Am Kurfürstendamm stehen dem russischen Jetset inzwischen viele russische Verkäuferinnen zur Verfügung. Wie Marina, die seit sieben Jahren als Verkäuferin in einem Luxusdesignladen arbeitet. Ihre Kunden teilt sie in Kategorien ein. Da sind „die Juden“: Sie sind geizig, kaufen nur vor feierlichen Anlässen zu Repräsentationszwecken und fragen nach Prozenten, weiß Marina, die wie viele Russen ein eher ungebrochenes Verhältnis zum Antisemitismus hat. Die Deutschen: pragmatisch, vorsichtig, sparsam. Und schließlich die Russen: Sie sind selbstvergessen, großzügig, eben „russisch“, weiß Marina, und erzählt von ihrer Freundin, die Diamantenringe trage, obwohl sie nur Kosmetikerin sei: „Ich finde es schön, wenn ein Mann einer Frau Diamantenringe schenkt, um ihr zu beweisen: So viel bist du mir wert!“

Die verschwenderische Großherzigkeit hat allerdings auch bei der zahlungskräftigen russischen Kundschaft aus Moskau ihre Grenzen. In der russischen Metropole gibt es die begehrten Luxusartikel nur in Dollar, und sie sind dort mindestens um die Hälfte teurer als in den europäischen Modemetropolen. Darum lohnt sich ein Kurztrip nach Westeuropa. Außerdem besteht die Möglichkeit, sich über eine Ausfuhrbestätigung beim Zoll zehn bis zwölf Prozent der Mehrwertsteuer zurückzuholen – bei einer Tasche, die mehrere tausend Mark kostet, ist das nicht wenig Geld.

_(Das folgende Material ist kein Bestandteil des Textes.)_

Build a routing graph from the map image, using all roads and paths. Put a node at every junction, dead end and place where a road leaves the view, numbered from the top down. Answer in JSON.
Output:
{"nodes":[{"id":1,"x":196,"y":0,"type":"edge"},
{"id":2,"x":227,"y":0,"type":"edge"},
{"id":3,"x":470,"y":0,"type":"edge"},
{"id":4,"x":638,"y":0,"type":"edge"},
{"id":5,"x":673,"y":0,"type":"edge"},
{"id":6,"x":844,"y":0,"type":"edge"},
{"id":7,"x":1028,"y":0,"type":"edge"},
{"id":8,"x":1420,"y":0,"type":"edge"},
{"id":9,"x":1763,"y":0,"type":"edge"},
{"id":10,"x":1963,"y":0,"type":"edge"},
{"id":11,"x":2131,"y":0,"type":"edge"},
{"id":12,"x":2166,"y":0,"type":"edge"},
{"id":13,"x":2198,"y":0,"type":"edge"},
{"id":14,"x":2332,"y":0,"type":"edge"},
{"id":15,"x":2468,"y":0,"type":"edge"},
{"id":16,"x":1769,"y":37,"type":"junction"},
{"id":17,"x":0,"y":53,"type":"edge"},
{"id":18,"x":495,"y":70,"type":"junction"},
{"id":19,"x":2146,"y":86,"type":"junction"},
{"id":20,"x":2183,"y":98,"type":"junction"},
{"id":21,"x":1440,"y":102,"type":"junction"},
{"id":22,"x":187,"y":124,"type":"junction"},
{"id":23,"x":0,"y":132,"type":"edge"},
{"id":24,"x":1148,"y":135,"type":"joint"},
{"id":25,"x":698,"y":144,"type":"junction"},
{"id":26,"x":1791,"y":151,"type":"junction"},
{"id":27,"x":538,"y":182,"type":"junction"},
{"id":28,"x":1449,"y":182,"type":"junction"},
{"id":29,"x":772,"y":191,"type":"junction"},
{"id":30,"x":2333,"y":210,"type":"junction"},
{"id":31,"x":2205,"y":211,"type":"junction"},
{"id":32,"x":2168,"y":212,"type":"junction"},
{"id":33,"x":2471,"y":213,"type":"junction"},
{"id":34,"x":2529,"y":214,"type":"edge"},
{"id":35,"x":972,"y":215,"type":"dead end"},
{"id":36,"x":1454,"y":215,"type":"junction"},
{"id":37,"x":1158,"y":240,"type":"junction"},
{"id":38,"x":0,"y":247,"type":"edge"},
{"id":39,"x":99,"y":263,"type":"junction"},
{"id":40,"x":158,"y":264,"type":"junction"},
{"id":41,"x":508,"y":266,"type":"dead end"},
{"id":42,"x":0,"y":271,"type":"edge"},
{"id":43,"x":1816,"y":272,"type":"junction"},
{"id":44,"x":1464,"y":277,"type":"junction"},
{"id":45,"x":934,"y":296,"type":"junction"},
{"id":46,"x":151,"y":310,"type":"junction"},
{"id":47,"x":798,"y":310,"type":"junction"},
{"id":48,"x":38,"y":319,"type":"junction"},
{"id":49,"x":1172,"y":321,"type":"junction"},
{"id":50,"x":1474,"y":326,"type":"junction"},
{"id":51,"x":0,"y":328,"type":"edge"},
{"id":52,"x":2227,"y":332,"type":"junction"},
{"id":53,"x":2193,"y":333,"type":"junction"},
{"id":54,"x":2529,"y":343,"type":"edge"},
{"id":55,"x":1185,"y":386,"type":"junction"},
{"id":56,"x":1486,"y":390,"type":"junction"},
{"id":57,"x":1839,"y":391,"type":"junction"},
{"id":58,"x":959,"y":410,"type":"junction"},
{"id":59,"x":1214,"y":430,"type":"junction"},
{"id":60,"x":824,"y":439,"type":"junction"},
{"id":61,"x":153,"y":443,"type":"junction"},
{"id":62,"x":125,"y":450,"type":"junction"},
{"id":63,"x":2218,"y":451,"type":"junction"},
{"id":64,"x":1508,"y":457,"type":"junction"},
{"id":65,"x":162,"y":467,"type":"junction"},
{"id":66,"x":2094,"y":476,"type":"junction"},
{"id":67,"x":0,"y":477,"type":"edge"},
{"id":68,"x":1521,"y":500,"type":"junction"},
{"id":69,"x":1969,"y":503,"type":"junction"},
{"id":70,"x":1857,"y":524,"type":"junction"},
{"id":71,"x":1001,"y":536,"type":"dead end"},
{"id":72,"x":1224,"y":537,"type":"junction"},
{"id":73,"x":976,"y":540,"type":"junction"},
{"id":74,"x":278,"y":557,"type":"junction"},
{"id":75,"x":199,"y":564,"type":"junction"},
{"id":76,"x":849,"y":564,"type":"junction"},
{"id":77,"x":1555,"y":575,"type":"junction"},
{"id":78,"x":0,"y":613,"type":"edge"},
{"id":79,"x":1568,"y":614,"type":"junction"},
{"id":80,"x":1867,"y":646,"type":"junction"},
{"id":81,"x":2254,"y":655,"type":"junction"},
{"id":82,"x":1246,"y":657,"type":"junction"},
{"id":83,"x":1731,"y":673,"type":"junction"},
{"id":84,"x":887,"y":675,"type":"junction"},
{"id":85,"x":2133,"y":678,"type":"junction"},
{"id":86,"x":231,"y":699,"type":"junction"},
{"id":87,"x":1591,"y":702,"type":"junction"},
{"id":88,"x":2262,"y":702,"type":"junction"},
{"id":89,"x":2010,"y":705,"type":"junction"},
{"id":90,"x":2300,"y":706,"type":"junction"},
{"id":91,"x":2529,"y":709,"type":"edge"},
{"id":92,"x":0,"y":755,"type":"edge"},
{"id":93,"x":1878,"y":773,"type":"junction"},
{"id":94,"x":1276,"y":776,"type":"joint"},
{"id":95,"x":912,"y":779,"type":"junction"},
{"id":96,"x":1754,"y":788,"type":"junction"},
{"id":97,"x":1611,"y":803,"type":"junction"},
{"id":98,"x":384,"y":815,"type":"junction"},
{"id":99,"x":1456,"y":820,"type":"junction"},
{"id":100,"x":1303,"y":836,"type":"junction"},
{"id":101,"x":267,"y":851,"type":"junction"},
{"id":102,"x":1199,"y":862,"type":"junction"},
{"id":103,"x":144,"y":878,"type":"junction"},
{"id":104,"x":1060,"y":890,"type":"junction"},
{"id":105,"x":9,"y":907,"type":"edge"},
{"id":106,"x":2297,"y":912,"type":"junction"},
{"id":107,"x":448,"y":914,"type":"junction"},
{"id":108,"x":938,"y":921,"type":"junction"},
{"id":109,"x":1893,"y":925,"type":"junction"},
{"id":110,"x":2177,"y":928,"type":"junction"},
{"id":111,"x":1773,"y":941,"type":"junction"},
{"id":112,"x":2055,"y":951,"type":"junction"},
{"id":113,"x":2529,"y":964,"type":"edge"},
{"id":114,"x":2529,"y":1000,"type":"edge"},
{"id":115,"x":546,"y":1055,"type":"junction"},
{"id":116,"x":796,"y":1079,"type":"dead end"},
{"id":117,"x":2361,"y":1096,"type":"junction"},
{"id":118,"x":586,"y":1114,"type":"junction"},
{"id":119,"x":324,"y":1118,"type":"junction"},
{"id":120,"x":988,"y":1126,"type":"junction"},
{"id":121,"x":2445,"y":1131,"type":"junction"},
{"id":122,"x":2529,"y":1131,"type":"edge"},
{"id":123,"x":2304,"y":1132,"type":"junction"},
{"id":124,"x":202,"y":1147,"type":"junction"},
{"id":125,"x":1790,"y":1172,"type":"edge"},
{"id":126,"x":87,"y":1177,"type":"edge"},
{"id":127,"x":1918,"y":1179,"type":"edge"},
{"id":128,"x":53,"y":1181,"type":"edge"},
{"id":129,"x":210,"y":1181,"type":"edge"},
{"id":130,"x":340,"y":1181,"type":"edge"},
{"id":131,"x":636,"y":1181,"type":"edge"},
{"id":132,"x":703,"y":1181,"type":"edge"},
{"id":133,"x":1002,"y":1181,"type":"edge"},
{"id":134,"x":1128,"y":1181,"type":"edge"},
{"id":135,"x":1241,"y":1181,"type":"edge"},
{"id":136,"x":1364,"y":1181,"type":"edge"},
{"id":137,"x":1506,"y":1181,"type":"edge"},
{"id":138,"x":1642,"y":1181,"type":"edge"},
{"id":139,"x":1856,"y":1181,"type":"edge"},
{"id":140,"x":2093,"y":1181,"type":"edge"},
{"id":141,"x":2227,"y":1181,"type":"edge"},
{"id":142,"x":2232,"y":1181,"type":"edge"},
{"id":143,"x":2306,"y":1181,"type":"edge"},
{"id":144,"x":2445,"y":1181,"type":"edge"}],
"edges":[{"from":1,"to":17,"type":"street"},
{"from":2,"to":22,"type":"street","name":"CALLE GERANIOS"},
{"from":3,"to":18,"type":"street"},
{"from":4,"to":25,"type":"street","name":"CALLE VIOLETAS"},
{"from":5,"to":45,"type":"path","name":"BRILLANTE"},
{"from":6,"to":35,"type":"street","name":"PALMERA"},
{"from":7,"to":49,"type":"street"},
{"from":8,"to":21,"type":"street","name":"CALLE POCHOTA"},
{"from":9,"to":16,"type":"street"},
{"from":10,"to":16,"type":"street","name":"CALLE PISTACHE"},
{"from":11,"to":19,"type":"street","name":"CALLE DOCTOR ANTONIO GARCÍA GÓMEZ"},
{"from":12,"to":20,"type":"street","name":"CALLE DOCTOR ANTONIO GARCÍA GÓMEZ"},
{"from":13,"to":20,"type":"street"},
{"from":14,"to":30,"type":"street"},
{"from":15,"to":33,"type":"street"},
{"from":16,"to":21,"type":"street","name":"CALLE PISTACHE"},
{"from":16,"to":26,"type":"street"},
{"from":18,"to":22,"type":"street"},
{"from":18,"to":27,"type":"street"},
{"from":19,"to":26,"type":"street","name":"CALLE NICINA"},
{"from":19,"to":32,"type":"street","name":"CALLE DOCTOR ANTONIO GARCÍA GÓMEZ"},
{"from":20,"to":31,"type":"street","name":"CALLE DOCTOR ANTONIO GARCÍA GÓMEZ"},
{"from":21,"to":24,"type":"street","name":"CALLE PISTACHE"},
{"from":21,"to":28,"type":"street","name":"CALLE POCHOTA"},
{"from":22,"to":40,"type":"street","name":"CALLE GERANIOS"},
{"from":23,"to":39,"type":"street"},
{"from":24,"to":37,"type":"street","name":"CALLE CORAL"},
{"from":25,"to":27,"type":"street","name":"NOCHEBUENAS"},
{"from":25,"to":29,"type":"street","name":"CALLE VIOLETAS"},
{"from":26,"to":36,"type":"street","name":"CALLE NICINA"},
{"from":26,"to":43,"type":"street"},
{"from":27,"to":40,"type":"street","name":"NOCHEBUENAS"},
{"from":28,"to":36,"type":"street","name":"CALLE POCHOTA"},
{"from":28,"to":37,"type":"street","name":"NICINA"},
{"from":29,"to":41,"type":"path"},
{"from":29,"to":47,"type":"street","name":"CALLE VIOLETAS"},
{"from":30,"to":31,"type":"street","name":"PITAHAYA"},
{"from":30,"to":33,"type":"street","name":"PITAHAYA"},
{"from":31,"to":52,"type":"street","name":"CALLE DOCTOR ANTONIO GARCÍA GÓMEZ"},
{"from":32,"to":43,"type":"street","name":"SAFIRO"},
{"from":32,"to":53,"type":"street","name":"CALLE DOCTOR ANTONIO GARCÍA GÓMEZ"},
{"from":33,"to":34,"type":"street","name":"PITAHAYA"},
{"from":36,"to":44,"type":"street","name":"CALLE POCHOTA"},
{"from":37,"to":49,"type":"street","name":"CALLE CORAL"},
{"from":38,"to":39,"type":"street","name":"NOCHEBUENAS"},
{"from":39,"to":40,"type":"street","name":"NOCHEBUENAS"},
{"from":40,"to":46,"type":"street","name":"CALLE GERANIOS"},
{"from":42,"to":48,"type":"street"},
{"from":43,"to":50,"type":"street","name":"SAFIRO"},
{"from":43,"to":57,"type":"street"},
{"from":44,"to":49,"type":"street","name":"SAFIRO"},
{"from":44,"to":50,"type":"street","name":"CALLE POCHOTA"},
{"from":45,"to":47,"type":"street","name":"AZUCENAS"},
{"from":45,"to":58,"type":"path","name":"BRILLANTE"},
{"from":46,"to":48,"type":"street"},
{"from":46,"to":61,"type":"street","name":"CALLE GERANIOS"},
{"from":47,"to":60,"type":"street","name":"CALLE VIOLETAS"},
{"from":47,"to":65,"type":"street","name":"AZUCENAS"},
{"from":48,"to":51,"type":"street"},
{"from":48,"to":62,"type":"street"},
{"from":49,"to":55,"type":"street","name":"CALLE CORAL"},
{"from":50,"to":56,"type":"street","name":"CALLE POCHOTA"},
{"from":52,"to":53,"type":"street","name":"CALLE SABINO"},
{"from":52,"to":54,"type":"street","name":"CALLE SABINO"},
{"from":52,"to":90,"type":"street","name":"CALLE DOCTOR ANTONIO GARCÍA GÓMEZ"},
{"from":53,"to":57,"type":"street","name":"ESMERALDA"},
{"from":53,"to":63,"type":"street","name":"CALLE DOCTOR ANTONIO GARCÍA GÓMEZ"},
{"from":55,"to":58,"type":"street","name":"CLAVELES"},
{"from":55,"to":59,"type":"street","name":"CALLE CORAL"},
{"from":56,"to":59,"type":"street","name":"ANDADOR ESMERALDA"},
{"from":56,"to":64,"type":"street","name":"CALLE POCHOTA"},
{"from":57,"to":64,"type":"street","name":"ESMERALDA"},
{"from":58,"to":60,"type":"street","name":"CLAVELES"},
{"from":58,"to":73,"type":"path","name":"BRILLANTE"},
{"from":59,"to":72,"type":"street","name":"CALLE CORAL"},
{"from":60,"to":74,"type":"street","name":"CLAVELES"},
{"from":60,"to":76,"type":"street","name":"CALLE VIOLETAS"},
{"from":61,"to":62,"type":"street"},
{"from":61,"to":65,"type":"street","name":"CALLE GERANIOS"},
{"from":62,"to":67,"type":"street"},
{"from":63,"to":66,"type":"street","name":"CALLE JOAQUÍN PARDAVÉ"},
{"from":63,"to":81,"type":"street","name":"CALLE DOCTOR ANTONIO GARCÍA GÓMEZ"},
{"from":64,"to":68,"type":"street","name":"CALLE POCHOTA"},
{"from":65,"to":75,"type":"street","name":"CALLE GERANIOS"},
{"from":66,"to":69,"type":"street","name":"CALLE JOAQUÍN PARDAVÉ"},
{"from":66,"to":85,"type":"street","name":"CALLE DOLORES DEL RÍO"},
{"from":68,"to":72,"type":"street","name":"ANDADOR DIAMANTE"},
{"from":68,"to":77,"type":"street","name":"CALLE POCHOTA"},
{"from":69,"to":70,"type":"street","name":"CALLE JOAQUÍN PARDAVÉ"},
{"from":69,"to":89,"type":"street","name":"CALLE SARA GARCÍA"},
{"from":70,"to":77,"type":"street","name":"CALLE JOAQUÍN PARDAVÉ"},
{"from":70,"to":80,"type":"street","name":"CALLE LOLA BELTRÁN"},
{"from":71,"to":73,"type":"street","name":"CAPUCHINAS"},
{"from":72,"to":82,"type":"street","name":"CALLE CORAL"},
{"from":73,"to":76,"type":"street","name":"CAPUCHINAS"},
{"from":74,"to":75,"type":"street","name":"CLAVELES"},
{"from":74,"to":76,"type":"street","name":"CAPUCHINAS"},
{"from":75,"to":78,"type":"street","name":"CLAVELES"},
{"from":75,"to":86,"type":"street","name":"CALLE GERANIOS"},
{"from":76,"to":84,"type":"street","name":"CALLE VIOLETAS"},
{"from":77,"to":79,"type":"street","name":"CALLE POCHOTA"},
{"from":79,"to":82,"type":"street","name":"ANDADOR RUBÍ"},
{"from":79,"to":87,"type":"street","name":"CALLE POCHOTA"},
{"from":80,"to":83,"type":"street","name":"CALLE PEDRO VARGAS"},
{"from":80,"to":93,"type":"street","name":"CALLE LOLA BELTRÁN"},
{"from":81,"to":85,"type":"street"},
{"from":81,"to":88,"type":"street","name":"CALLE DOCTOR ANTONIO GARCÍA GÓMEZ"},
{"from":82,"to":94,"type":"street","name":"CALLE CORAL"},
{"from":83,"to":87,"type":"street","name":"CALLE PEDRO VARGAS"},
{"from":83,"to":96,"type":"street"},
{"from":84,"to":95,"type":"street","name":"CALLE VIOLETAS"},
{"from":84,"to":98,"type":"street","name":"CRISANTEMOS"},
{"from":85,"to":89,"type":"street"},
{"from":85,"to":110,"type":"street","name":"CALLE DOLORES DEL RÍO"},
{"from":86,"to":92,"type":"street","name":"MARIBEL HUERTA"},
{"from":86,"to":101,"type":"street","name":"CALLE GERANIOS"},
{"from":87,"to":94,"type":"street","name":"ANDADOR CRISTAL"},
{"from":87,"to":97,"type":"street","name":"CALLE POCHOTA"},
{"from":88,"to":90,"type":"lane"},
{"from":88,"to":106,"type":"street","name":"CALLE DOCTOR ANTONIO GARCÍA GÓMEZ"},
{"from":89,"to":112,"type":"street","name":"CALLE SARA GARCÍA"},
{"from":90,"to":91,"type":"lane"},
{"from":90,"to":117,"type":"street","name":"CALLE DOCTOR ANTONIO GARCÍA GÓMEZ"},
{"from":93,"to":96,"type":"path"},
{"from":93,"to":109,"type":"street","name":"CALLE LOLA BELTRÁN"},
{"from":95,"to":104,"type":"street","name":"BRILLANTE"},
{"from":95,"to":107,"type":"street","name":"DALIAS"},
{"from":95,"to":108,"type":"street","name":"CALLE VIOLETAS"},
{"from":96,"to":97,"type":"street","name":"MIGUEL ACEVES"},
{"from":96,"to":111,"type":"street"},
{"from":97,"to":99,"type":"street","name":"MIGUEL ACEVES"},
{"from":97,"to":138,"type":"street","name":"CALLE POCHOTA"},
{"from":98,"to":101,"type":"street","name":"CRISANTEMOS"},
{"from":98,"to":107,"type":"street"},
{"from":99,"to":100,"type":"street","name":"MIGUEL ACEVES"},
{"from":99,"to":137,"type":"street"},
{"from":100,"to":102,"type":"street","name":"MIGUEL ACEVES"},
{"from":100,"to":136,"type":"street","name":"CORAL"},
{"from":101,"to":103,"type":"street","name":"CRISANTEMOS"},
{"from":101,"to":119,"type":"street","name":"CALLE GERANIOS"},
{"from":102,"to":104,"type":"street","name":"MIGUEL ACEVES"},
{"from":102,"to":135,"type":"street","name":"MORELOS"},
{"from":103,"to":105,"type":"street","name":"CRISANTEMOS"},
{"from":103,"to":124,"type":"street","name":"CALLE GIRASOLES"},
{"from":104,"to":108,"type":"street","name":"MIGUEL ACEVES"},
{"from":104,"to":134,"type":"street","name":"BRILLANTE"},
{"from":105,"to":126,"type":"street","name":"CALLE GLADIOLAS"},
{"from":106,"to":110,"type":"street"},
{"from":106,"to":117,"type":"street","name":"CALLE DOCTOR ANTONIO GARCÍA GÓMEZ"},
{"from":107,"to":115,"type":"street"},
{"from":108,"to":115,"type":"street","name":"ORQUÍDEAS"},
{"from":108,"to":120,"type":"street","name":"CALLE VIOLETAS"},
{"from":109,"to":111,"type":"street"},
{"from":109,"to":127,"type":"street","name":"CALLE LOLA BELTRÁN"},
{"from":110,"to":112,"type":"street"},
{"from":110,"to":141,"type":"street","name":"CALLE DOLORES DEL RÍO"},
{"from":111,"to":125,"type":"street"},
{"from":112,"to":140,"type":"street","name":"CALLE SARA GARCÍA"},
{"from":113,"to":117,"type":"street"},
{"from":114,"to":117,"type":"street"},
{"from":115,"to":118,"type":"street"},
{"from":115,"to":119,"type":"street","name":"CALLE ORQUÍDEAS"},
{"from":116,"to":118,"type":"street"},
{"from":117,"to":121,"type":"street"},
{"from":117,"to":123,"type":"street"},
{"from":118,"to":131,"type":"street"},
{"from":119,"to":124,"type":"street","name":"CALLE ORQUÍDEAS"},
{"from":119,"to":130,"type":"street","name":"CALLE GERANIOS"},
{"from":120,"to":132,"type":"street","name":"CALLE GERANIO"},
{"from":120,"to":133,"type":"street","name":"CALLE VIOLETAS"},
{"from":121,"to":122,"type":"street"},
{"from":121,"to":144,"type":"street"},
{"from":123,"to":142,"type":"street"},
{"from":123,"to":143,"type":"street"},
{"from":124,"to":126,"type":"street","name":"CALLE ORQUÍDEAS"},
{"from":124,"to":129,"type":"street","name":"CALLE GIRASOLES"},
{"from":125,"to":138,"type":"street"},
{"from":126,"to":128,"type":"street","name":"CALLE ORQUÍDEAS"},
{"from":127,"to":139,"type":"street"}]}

Die Achse Berlin–Moskau funktioniert sehr gut, was den Luxuswarenverkehr betrifft. Kunden, die sich für einen Kurzbesuch im Nobelhotel Kempinski einmieten, um am Kurfürstendamm shoppen zu gehen, reichen gewöhnlich die Visitenkarten der Verkäuferinnen unter Freunden und Verwandten in Moskau weiter. So weitet sich das Netz aus. Die Beziehungen zwischen der Kundschaft und dem Verkaufspersonal sind freundschaftlich und intim. Schließlich geht es um das Aussehen. Und daran hängt in russischen Kreisen sehr viel.

In den wohlhabenden Kreisen der russischen Gemeinde von Berlin ist das nicht anders. Bei Cocktailempfängen und Produktpräsentationen ihres Ladens dürfe sie nie zweimal dasselbe Kleid anziehen, sagt Marina: „Da würde man über mich reden.“ Im Übrigen verstehe sie sich eher als Modeberaterin denn als Verkäuferin. „Es macht Spaß, wenn Kolleginnen aus den anderen Läden kommen und mich um ihren Rat fragen.“

Unersetzlich wird Marina, wenn wieder ein Kunde per Handy aus Moskau anruft. Dann hört sie geduldig den Wünschen zu, berät, macht Vorschläge und nimmt die Bestellungen auf. Telefonshopping, das ist der neueste Trend auf dem russischen Kurfürstendamm.